In Psalm 150:1 -- my passage for my morning Bible study -- the Psalmist says we meet God in two places -- in his sanctuary, and in his highest heavens. For me, this looks something like this.
My "sanctuary" is Bojangles. This is where my spirit reaches out to my Creator on a daily basis. This is where I feed on the word of God, a place where Jesus Christ brings God to me without dwarfing him. It is where the Master of the universe says, "I will meet you there. I will join you."
But the Psalmist amplifies his explanation by widening the sanctuary to include the mighty heavens. And this is the second place where I meet God. The creation itself -- all of it, be it nature, the arts, music, a hike -- reveals the power and glory of God. You look at it all and say, "Praise the Lord!" Music is especially a place where I find God. Nothing keeps me centered on him more than the beauty of a musical composition performed with grace and beauty. For behind it all is the mind of the Creator.

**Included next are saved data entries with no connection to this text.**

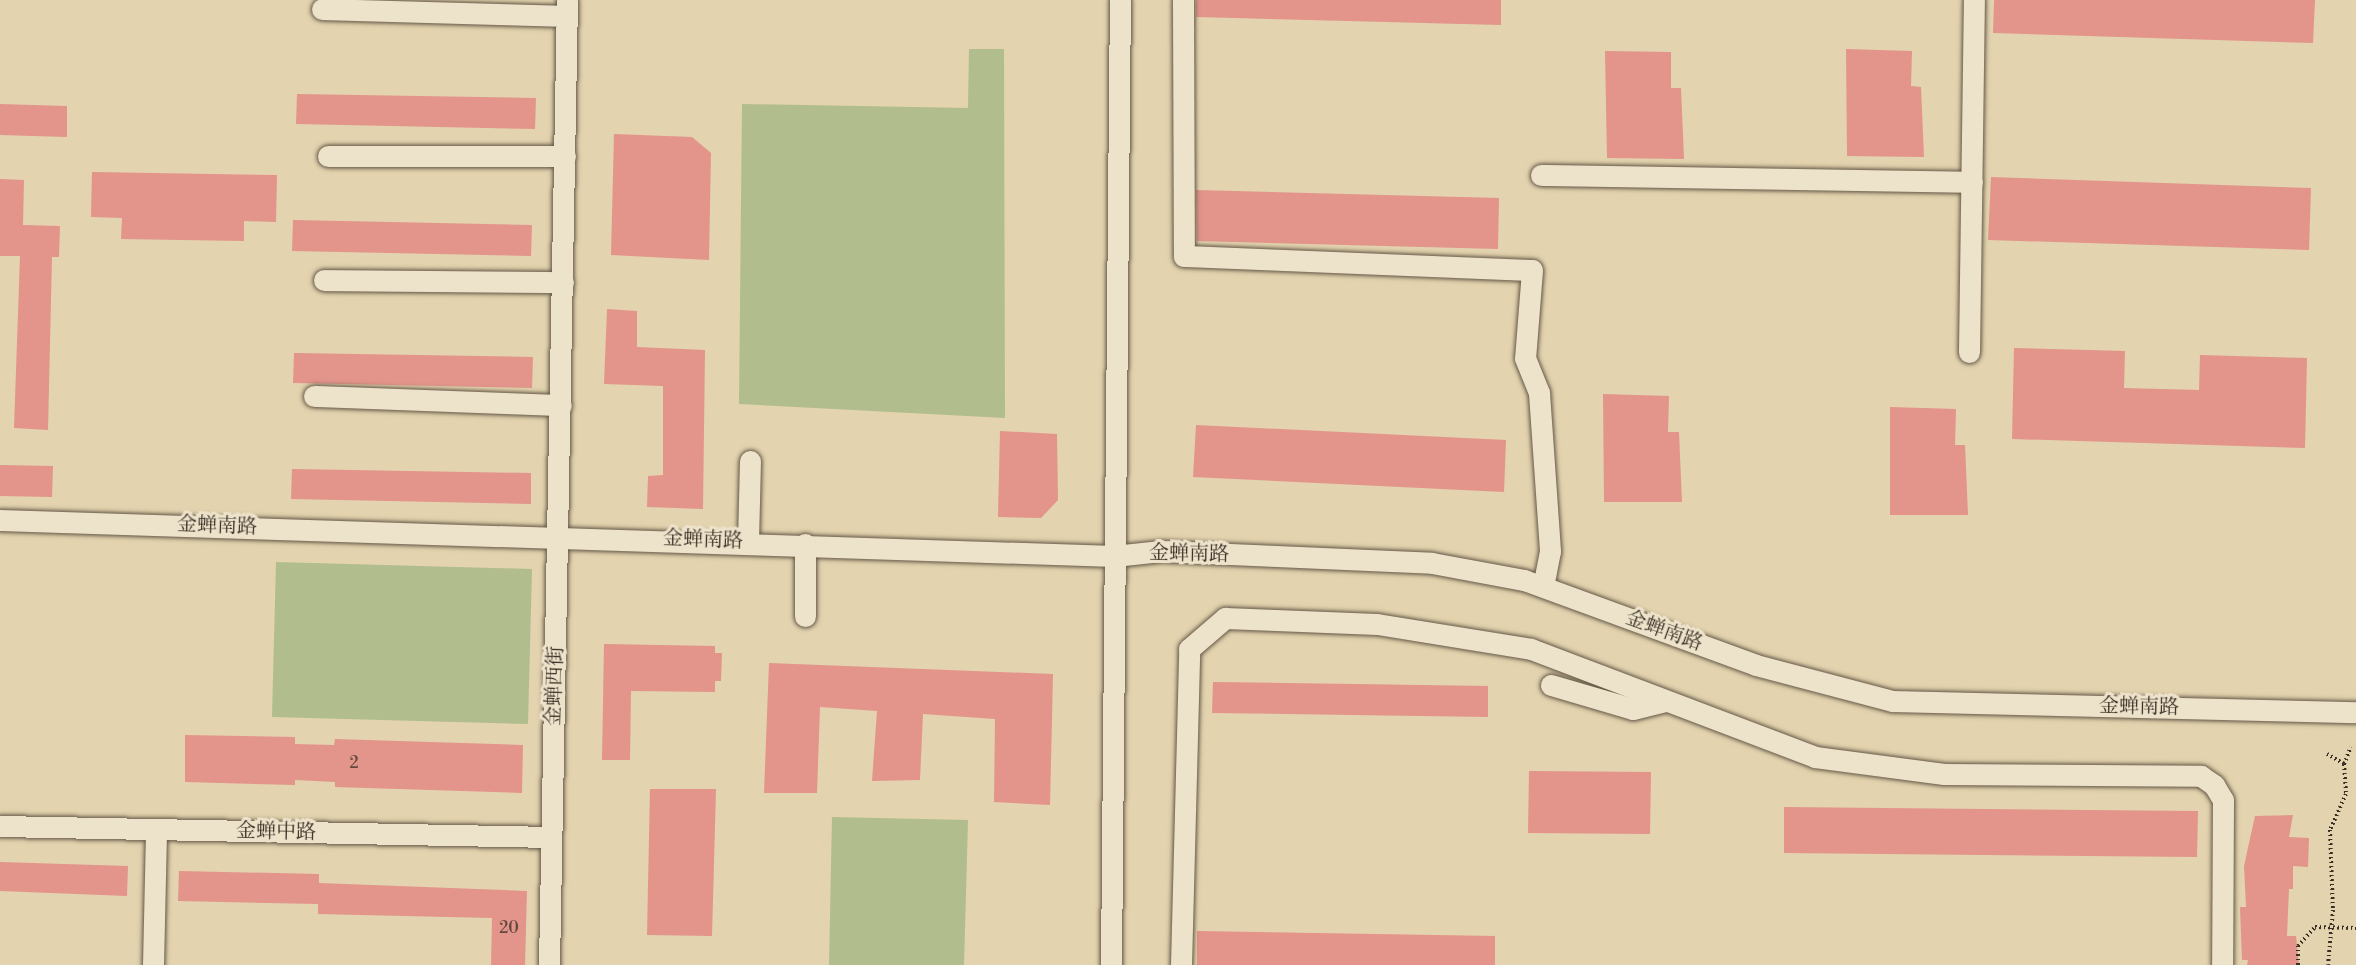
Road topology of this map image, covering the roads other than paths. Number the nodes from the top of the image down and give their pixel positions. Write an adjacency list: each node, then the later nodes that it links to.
1 (1120, 0): 20 (street)
2 (1183, 0): 21 (street)
3 (1974, 0): 9 (street)
4 (567, 8): 5 (street); 7 (street, 金蝉西街)
5 (322, 9)
6 (328, 156): 7 (street)
7 (565, 156): 11 (street, 金蝉西街)
8 (1541, 175): 9 (street)
9 (1972, 182): 12 (street)
10 (324, 280): 11 (street)
11 (563, 282): 14 (street, 金蝉西街)
12 (1969, 352)
13 (314, 396): 14 (street)
14 (561, 405): 17 (street, 金蝉西街)
15 (750, 461): 18 (street)
16 (0, 520): 17 (street, 金蝉南路)
17 (560, 535): 18 (street, 金蝉南路); 28 (street, 金蝉西街)
18 (748, 542): 19 (street, 金蝉南路)
19 (805, 544): 20 (street, 金蝉南路); 22 (street)
20 (1114, 556): 21 (street, 金蝉南路); 31 (street)
21 (1543, 586): 25 (street, 金蝉南路)
22 (805, 616)
23 (1551, 685): 24 (street)
24 (1665, 701): 32 (street); 33 (street)
25 (2356, 712)
26 (0, 826): 27 (street, 金蝉中路)
27 (156, 830): 28 (street, 金蝉中路); 29 (street)
28 (551, 837): 30 (street, 金蝉西街)
29 (153, 965)
30 (549, 965)
31 (1111, 965)
32 (1181, 965)
33 (2222, 965)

After Becky died I was blessed to attend a concert of Mussorgsky's magnificent Pictures at an Exhibition. During the final movement -- the "Great Gate of Kiev" -- it was as though I could see Becky exultantly entering heaven through gates of splendor. When the performance concluded, we stood to our feet in loud applause. Tears flowed freely on the faces of more than one. You see, applause is simply joy turned backwards toward God, the source of all joy. Did we praise the conductor and the orchestra? Enthusiastically. Did we feel gratitude toward the composer Mussorgsky? We did. He absolutely deserved it. But we also gave praise and glory to the God who gave us Mussorgsky and musical instruments and concert halls and brains that can process and enjoy great music. He is the ultimate source of it all. He fills us with himself, and then he fills us with light and warmth and love and happiness. We praise him, says the Psalmist, by turning to him at every moment of every day, and acknowledging his love for us with our words, actions, thoughts, and prayers.